There is, of course, more to it than that. The experiment was, after all, about obedience to authority, not compliance with the requests of strangers. If a scientist's word is favored over one's own conscience, imagine how much more power a President could have, especially if his words confirms one's own prejudices. Imagine the bind that soldiers face when their commanding officers issue orders that appear to be illegal and immoral. After all, the commander may understand the bigger picture and knows what he's doing.

Lord Acton said that power tends to corrupt, I don't think we should assume that power corrupts only the powerful. It corrupts the ordinary person's mind and conscience. Normally honorable impulses are played against each other. Loyalty and humility ? the keys to deference to authority - are pitted against the sense of compassion and morality that abhors cruelty and suffering. Letting others exercise authority over us will sooner or later create that dilemma. But it's a dirty trick. There are no such dilemmas.

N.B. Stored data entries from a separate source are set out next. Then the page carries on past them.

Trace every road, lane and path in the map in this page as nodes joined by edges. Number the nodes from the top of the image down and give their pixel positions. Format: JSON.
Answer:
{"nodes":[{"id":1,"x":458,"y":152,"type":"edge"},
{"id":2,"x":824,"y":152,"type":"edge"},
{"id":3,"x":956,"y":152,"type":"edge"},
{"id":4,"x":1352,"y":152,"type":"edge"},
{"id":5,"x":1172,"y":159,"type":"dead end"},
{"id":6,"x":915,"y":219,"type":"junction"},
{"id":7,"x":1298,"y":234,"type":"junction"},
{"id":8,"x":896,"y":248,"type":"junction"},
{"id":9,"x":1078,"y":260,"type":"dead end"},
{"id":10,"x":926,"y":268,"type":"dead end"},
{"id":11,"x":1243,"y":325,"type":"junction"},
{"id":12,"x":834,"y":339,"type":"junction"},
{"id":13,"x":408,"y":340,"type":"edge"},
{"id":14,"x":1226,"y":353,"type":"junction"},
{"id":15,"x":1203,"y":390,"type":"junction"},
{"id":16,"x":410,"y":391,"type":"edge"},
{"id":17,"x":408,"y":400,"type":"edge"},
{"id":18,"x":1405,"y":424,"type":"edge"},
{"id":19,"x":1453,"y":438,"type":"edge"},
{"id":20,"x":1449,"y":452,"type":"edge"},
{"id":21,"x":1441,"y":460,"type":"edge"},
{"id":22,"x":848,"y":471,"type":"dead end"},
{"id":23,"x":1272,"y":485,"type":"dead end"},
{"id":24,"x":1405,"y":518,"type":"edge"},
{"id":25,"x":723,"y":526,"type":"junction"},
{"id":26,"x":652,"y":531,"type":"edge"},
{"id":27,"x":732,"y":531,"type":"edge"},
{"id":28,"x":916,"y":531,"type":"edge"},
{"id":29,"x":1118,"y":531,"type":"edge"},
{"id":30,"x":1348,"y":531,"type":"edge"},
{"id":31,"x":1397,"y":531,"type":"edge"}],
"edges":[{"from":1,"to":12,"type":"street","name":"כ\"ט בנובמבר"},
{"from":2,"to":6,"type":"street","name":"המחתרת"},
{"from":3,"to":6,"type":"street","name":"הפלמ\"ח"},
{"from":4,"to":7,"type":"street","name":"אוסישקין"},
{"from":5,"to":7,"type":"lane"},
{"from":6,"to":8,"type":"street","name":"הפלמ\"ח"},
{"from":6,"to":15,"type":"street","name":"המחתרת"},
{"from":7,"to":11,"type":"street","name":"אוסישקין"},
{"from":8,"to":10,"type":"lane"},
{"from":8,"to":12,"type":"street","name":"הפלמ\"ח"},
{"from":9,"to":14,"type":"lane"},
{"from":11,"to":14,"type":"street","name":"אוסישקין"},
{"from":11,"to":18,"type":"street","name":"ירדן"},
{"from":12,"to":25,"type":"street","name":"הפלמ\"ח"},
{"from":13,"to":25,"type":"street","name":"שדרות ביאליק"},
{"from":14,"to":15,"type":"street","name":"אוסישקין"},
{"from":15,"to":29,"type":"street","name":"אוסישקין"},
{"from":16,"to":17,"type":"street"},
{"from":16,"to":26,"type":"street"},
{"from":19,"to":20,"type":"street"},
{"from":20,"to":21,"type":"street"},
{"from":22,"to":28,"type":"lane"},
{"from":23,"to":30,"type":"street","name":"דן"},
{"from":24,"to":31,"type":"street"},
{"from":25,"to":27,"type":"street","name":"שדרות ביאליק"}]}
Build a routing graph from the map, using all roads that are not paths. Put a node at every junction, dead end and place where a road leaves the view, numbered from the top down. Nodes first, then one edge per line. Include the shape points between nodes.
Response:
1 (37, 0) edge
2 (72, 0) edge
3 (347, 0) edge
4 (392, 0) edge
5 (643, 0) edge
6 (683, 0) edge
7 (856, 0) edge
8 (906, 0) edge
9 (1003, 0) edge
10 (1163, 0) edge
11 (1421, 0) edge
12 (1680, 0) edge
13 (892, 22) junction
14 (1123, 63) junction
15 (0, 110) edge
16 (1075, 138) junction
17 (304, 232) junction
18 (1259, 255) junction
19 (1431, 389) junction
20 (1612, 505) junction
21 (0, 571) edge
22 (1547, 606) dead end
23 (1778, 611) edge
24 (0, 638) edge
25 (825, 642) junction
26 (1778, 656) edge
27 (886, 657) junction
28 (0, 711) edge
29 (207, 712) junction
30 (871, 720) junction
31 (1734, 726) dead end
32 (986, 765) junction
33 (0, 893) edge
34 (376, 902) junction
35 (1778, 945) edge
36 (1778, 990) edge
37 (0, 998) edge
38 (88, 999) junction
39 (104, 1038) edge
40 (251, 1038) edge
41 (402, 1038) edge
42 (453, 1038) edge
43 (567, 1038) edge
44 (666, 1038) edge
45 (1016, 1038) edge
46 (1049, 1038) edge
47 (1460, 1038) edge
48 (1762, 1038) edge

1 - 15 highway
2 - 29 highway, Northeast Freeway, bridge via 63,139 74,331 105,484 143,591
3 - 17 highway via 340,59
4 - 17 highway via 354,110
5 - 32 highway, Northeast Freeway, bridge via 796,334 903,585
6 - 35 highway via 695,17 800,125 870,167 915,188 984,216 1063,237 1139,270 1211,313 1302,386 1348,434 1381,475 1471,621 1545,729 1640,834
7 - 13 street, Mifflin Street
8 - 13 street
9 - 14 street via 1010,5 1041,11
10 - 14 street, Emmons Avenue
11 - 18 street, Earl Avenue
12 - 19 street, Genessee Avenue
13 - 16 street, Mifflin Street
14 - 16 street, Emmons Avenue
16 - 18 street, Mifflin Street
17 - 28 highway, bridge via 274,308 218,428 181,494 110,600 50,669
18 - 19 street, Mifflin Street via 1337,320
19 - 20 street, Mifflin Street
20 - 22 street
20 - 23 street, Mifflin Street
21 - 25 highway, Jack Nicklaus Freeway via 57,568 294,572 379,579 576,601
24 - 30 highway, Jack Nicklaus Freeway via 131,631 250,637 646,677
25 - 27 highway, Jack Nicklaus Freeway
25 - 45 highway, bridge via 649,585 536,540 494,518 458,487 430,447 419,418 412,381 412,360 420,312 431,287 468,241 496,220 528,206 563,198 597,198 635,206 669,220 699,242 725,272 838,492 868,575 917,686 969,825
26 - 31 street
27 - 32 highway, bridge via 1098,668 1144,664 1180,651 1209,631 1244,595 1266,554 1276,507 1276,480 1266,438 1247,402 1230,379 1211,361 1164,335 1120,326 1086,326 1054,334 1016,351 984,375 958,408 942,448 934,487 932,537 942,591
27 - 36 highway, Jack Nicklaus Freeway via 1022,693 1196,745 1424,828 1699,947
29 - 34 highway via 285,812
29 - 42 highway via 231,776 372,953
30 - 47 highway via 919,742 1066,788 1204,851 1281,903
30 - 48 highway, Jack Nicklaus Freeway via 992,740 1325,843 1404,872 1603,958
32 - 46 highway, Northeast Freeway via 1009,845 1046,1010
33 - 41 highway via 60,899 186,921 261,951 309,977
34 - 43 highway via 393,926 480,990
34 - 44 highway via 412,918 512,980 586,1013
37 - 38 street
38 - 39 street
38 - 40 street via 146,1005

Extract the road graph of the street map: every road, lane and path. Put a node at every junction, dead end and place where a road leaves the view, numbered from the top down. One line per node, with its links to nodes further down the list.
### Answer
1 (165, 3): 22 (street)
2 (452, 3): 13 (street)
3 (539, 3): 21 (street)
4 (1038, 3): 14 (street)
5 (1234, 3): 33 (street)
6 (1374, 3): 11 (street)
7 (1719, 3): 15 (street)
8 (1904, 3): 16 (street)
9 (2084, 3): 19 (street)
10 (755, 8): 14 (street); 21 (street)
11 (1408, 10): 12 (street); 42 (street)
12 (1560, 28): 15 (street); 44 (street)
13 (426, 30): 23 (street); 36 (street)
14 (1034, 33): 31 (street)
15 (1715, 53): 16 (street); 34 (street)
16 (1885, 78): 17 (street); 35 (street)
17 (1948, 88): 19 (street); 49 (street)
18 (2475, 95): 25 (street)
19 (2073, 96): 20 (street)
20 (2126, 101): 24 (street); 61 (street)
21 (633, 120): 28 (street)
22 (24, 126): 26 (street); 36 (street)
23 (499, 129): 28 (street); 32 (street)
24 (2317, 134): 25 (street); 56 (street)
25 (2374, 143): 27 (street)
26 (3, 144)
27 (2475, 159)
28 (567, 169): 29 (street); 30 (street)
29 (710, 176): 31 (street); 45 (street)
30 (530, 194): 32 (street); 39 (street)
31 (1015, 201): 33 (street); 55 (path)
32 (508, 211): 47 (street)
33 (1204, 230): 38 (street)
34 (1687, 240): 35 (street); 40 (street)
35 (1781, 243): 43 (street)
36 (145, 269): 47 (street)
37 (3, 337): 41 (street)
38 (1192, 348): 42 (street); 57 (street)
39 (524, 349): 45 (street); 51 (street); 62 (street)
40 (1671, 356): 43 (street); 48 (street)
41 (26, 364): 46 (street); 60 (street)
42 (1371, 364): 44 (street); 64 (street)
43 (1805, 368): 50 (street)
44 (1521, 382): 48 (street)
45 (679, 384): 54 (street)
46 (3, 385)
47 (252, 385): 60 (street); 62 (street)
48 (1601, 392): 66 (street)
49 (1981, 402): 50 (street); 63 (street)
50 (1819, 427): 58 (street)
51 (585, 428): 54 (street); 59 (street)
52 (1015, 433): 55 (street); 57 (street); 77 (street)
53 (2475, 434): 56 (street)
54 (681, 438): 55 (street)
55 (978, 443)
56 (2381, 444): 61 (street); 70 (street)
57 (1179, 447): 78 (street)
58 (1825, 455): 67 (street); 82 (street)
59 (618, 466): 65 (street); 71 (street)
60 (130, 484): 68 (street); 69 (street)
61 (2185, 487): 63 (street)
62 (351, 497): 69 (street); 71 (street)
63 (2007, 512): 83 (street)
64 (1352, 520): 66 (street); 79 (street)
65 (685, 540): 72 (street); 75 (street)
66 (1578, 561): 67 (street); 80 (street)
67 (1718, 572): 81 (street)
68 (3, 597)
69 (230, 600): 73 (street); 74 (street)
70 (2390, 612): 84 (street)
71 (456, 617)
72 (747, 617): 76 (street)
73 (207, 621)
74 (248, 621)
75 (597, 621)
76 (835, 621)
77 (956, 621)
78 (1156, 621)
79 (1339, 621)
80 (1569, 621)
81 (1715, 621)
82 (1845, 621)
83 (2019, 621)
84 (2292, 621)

We would do well to train our children to be rebels, to be disobedient. We should teach them to refuse to do anything they believe to be wrong. That an order to inflict suffering is unjust and the "authority" that gives the order is illegitimate.

The sooner people refuse to obey unjust orders from authority figures, the sooner wars will end and tyranny will disappear.


About the Author:
James Leroy Wilson blogs at Independent Country (http://independentcountry.blogspot.com/).

This column appears every Thursday only in The Partial Observer.

FTL_Ian

Anyone interested in Milgram's study should explore this site:

The Stanford Prison Experiment
http://www.prisonexp.org/

burnthebeautiful

Interestlingly enough, the CW teen drama show Veronica Mars featured a prison experiment as a plot line in it's latest episode. In the episode half the class were prisoners, half were guards. The "prisoners" were given the location of a bomb (fake for the game obviously), and it was the guards job to get the location from the prisoners. The game lasted 48 hours, if the prisoners managed to withhold the information they won, if the guards managed to get the information, they won.

I thought it was interesting that network show like Veronica Mars would implement that into the shows plot line. In the show, the title character has just begun college, and this is the first thing her sociology class does. One of the students pee's his pants, the guards eat the prisoners food etc, and the sick pleasure people get out of power is shown. In the show, the guards end up winning by turning the clocks forward and the prisoners, thinking the game is over, reveal the location in triumph, and then realise they've been duped.

Veronica Mars season 3 episode 2 if anyone is interested.

Russell Kanning

Do you think we can attract enough moral rule breakers to Keene to break the chains?

AlanM

Obedience to authority takes many forms. For instance, trusting the word of the Government. By this I mean, believing what the Government says, until it is disproven. Rather than hearing everything the Gov says with skepticism, it is assumed to be basically true, unless proven with powerful, smoking gun type evidence, from 'approved authorities'. Think about it.

Lex


AlanM

The whole basis of the Prussian style educational system, which is what we have in public education in this country, is obedience to authority.